Customer Advisory
Advisory ID: | D2IQ-2020-0011 |
---|---|
Severity: | High |
Synopsis: | On November 13th, 2020 the Stable and Incubator Helm chart repositories will be deprecated and all Helm-related images will no longer be available from GCR. |
Affected Products & Versions |
Konvoy versions released prior to and including 1.5.2. |
Issue date: | 12-22-2020 |
Updated on: | 12-22-2020 |
Problem Description
Helm, a CNCF project, hosted its Tiller container image and its chart repositories with Google. It was recently announced by Helm that as of November 13th, 2020, the Stable and Incubator Helm chart repositories will be deprecated and all Helm-related images will no longer be available from GCR. This will affect Konvoy 1.4 and 1.5, as well as Kommander 1.0 and 1.1, when deploying a new cluster or modifying Addons.
Reference: https://www.cncf.io/blog/2020/10/07/important-reminder-for-all-helm-users-stable-incubator-repos-are-deprecated-and-all-images-are-changing-location/
Context & Symptoms
When deploying a cluster with Konvoy, the deployment will time out during the Deploying Enabled Addons stage. If enabled, the affected addons may include elasticsearch, elasticsearch-curator, external-dns, fluentbit, kibana, metallb, prometheusadapter, prometheus, kommander will fail to install:
STAGE [Deploying Enabled Addons] konvoyconfig [OK] awsebscsiprovisioner [OK] dashboard [OK] defaultstorageclass-protection [OK] reloader [OK] opsportal [OK] gatekeeper [OK] cert-manager [OK] traefik [OK] kube-oidc-proxy [OK] velero [OK] dex [OK] dex-k8s-authenticator [OK] traefik-forward-auth [OK] elasticsearch [ERROR] kommander [ERROR] elasticsearch-curator [ERROR] prometheus [ERROR] prometheusadapter [ERROR] kibana [ERROR] elasticsearchexporter [ERROR] fluentbit [ERROR]

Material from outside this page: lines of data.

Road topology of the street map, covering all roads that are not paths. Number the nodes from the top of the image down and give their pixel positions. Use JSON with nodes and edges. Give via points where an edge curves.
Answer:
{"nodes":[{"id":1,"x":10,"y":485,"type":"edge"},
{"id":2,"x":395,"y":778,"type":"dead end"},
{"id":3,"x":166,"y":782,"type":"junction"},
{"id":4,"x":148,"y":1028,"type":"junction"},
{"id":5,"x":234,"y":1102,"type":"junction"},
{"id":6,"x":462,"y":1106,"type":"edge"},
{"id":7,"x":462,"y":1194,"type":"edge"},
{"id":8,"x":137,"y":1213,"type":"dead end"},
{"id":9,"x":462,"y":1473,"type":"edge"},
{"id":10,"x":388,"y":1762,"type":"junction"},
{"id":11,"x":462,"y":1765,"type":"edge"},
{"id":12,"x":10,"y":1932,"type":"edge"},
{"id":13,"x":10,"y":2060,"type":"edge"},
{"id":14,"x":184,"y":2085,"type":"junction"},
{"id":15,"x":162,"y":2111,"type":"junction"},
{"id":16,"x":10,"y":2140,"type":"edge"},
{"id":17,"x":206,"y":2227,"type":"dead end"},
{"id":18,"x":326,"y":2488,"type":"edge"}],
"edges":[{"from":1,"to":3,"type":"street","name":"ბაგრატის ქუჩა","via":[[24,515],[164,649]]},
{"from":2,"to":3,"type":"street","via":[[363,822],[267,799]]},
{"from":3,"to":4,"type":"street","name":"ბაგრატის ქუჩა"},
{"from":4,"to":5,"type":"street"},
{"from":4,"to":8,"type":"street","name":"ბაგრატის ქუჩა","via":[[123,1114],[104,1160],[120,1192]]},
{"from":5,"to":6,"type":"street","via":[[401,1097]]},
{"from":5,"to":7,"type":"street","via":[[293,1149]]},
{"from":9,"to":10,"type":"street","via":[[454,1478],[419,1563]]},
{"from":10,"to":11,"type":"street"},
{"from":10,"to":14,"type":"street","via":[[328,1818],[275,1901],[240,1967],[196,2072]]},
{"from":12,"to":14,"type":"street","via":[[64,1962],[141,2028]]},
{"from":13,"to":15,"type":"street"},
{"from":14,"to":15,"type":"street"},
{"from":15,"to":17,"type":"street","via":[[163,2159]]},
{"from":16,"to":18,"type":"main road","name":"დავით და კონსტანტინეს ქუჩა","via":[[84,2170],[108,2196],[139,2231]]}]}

In the kubeaddons-conroller-manager logs, you may observe messages such as the following:
$ kubectl logs -l control-plane=kubeaddons-controller-manager -n kubeadddons --tail -1 2020-12-22T01:43:31.859Z ERROR controller-runtime.controller Reconciler error {"controller": "addon", "request": "kubeaddons/prometheusadapter", "error": "error running cli command `helm install`. stdout: `[debug] Created tunnel using local port: '46394'\n\n[debug] SERVER: \"127.0.0.1:46394\"\n\n[debug] Original chart version: \"2.0.0\"\n`, stderr: `Error: Failed to fetch https://kubernetes-charts.storage.googleapis.com/prometheus-adapter-2.0.0.tgz : 403 Forbidden\n`: exit status 1"} ... Failed to fetch https://kubernetes-charts.storage.googleapis.com/index.yaml : 404 Not Found
You are affected if the kubeaddons controller deployment version is older than v0.19.7. To retrieve the version, you can run:
$ kubectl get deploy -n kubeaddons kubeaddons-controller-manager -o=jsonpath='{.spec.template.spec.containers[0].image}'
Workaround/Solution
To resolve this issue, upgrade to Konvoy 1.5.3+ or Konvoy 1.4.8+.For your own helm charts, migrate to a chart or chart dependency that’s managed by the upstream project instead of those in the github.com/helm/charts repository.